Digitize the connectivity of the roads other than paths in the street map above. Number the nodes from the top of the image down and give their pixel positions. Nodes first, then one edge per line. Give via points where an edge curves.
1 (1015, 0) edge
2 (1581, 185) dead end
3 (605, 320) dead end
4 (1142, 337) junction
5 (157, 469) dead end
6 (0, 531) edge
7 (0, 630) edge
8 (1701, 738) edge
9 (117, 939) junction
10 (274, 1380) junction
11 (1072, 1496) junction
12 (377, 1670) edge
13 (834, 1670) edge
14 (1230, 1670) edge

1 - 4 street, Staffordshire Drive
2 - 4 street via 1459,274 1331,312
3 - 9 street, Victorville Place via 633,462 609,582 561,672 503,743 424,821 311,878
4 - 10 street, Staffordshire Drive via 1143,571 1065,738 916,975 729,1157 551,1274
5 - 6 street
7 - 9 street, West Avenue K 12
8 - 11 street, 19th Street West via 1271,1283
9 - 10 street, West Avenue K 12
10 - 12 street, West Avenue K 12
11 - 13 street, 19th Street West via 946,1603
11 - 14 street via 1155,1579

---*---

Exercise directions -> Could you quote the material above in full, exactly as it stands?

The answer ->
Digitize the connectivity of the roads other than paths in the street map above. Number the nodes from the top of the image down and give their pixel positions. Nodes first, then one edge per line. Give via points where an edge curves.
1 (1015, 0) edge
2 (1581, 185) dead end
3 (605, 320) dead end
4 (1142, 337) junction
5 (157, 469) dead end
6 (0, 531) edge
7 (0, 630) edge
8 (1701, 738) edge
9 (117, 939) junction
10 (274, 1380) junction
11 (1072, 1496) junction
12 (377, 1670) edge
13 (834, 1670) edge
14 (1230, 1670) edge

1 - 4 street, Staffordshire Drive
2 - 4 street via 1459,274 1331,312
3 - 9 street, Victorville Place via 633,462 609,582 561,672 503,743 424,821 311,878
4 - 10 street, Staffordshire Drive via 1143,571 1065,738 916,975 729,1157 551,1274
5 - 6 street
7 - 9 street, West Avenue K 12
8 - 11 street, 19th Street West via 1271,1283
9 - 10 street, West Avenue K 12
10 - 12 street, West Avenue K 12
11 - 13 street, 19th Street West via 946,1603
11 - 14 street via 1155,1579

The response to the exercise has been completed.